[Source data]
##########

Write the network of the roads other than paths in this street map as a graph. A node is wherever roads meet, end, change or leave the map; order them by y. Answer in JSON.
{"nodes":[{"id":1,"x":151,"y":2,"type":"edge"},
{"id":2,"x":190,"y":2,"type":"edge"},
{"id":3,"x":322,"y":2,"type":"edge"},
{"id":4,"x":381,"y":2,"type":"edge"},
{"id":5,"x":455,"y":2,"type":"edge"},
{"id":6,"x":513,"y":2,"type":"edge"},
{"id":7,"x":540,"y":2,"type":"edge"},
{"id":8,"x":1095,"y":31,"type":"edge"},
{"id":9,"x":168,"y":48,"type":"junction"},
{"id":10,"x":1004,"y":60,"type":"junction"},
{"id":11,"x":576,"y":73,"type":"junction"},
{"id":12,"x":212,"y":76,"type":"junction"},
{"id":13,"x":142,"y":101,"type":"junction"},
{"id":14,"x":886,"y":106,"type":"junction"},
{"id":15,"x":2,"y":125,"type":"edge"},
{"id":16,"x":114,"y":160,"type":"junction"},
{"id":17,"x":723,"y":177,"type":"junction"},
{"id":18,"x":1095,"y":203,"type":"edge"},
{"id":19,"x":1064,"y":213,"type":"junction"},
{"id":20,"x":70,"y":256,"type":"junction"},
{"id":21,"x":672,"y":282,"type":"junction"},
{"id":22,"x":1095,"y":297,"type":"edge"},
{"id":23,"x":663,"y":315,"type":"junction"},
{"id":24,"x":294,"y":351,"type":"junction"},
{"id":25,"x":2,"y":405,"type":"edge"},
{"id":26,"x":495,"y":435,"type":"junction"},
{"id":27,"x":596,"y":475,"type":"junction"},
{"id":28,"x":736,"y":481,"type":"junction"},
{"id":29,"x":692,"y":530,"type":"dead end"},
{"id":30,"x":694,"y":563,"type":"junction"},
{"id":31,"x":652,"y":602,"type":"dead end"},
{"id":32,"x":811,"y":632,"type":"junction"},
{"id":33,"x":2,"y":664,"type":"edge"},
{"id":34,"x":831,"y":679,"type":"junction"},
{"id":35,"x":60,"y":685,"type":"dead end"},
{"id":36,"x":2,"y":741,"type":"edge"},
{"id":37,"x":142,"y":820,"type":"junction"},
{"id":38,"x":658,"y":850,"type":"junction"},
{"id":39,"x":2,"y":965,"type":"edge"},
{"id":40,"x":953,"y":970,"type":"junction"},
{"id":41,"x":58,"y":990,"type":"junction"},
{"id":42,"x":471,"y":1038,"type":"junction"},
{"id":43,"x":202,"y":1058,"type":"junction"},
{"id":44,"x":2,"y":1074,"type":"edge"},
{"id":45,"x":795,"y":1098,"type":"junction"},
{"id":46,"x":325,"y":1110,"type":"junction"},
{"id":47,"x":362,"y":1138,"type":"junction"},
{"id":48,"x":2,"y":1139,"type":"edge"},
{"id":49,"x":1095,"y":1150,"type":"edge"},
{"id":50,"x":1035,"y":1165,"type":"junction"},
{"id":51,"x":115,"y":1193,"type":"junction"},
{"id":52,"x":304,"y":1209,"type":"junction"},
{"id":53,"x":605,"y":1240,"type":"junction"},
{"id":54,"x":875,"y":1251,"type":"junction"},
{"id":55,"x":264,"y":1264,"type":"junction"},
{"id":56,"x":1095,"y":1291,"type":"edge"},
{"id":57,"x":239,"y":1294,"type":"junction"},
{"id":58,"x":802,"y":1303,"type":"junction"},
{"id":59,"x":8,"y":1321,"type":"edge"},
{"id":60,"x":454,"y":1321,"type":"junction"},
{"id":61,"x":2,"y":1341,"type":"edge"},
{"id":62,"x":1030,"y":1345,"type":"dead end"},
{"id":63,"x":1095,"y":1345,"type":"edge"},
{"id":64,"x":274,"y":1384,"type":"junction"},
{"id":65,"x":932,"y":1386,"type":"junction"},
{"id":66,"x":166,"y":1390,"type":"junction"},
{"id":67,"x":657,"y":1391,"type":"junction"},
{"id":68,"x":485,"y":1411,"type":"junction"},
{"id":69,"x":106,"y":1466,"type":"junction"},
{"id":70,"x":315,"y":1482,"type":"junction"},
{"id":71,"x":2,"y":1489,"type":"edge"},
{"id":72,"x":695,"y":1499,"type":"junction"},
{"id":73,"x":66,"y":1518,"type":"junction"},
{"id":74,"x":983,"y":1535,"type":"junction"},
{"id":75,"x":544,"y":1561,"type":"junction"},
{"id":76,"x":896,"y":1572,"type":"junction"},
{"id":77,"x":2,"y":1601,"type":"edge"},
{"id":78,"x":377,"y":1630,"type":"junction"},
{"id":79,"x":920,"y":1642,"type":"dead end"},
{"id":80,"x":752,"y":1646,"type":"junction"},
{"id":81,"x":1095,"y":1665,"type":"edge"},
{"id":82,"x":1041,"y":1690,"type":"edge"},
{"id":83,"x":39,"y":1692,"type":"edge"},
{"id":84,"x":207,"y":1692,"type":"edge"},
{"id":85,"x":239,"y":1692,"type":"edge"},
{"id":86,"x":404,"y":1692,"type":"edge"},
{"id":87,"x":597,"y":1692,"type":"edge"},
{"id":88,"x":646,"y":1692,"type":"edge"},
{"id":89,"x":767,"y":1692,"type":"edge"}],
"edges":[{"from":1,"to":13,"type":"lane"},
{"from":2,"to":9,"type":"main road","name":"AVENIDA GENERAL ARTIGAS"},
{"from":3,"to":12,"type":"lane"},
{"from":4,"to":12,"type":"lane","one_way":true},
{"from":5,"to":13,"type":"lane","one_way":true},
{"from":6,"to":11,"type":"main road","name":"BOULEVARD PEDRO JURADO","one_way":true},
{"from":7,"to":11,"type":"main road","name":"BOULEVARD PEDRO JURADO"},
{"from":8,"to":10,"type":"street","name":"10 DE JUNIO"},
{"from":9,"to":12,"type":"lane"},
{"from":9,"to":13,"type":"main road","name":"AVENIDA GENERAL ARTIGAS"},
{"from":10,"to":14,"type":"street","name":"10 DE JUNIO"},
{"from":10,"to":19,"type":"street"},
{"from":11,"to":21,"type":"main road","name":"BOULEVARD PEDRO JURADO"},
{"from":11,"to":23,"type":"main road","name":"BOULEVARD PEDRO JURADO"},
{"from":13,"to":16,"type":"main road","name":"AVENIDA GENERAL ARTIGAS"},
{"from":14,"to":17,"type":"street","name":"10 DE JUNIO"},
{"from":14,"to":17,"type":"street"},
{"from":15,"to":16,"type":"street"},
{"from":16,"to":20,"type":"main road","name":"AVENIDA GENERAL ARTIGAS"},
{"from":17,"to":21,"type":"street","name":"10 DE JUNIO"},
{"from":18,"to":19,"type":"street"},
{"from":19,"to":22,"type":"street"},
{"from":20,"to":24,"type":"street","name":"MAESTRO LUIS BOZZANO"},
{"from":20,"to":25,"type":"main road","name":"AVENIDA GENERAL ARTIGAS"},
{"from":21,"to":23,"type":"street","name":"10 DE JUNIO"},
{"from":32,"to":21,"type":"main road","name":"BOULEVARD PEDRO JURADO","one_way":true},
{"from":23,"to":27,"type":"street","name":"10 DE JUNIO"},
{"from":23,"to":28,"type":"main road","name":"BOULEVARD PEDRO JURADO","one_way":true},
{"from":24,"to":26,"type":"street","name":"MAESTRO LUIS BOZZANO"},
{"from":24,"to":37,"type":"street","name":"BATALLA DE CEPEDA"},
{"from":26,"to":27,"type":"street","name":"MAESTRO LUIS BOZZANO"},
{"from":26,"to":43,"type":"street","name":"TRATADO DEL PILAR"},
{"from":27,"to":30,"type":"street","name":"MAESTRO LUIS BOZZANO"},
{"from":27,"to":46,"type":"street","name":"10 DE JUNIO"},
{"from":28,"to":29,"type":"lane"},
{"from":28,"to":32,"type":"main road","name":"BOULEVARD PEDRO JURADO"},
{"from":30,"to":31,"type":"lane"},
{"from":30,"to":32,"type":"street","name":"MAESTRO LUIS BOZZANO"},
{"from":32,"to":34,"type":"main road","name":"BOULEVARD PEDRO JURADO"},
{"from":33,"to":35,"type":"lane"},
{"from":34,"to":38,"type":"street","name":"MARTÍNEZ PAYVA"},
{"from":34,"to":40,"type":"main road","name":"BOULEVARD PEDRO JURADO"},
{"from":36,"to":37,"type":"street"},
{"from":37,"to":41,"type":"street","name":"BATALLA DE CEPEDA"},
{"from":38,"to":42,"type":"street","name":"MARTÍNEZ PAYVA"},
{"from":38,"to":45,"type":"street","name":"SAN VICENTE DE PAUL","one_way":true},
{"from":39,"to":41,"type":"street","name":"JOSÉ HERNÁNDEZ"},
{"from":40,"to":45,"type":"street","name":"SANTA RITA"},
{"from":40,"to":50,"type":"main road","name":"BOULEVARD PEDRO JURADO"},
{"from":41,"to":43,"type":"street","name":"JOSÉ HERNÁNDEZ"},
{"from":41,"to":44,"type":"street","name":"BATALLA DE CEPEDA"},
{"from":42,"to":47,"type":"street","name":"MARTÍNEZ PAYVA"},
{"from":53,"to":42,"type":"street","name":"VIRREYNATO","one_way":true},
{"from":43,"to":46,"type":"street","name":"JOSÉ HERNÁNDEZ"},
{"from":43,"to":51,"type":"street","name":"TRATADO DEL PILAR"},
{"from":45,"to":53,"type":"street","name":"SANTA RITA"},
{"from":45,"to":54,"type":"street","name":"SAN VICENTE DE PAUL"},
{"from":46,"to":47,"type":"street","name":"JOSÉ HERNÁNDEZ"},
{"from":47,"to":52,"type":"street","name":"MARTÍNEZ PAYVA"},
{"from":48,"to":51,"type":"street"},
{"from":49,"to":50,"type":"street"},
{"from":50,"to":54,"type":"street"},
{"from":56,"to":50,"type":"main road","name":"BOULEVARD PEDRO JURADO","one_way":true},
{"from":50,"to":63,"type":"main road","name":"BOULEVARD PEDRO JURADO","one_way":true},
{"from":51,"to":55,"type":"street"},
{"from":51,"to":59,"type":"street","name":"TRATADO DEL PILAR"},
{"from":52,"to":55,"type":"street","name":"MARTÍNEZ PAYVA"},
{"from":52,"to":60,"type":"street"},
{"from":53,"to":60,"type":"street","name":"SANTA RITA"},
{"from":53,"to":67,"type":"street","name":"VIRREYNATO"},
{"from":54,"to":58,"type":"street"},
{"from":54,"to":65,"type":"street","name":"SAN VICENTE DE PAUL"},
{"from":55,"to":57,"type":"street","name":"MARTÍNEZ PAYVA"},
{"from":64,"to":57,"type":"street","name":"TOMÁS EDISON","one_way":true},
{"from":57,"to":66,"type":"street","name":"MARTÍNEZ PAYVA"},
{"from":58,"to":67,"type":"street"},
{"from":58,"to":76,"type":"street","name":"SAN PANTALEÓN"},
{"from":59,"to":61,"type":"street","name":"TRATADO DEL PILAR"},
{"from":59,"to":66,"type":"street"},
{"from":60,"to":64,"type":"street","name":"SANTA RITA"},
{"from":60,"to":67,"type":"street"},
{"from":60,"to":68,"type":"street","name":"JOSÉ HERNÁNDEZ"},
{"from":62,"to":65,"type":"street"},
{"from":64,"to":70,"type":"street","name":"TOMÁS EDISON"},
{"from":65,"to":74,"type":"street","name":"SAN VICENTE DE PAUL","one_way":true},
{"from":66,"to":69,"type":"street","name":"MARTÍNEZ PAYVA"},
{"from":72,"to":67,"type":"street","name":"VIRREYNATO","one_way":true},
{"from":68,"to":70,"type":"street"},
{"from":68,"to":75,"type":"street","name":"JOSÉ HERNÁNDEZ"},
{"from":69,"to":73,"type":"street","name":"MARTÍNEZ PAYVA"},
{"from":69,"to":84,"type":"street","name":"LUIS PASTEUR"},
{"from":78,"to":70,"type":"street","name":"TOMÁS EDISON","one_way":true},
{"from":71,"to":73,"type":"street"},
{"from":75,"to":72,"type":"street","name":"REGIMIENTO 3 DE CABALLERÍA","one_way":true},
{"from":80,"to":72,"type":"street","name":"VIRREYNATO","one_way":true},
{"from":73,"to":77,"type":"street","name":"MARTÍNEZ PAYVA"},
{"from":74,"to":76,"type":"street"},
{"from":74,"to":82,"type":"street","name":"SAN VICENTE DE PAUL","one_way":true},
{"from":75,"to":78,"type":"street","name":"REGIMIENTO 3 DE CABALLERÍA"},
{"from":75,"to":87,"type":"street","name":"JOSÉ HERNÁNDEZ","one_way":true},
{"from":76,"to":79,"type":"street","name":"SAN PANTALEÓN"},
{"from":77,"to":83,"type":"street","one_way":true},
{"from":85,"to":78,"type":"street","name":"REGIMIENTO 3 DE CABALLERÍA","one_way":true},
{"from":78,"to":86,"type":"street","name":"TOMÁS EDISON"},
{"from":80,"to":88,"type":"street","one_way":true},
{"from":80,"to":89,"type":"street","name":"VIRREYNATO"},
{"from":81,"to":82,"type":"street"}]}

##########

Among the entries, find each line that includes the string "JOSÉ" and copy it.

__The answer__
{"from":39,"to":41,"type":"street","name":"JOSÉ HERNÁNDEZ"},
{"from":41,"to":43,"type":"street","name":"JOSÉ HERNÁNDEZ"},
{"from":43,"to":46,"type":"street","name":"JOSÉ HERNÁNDEZ"},
{"from":46,"to":47,"type":"street","name":"JOSÉ HERNÁNDEZ"},
{"from":60,"to":68,"type":"street","name":"JOSÉ HERNÁNDEZ"},
{"from":68,"to":75,"type":"street","name":"JOSÉ HERNÁNDEZ"},
{"from":75,"to":87,"type":"street","name":"JOSÉ HERNÁNDEZ","one_way":true},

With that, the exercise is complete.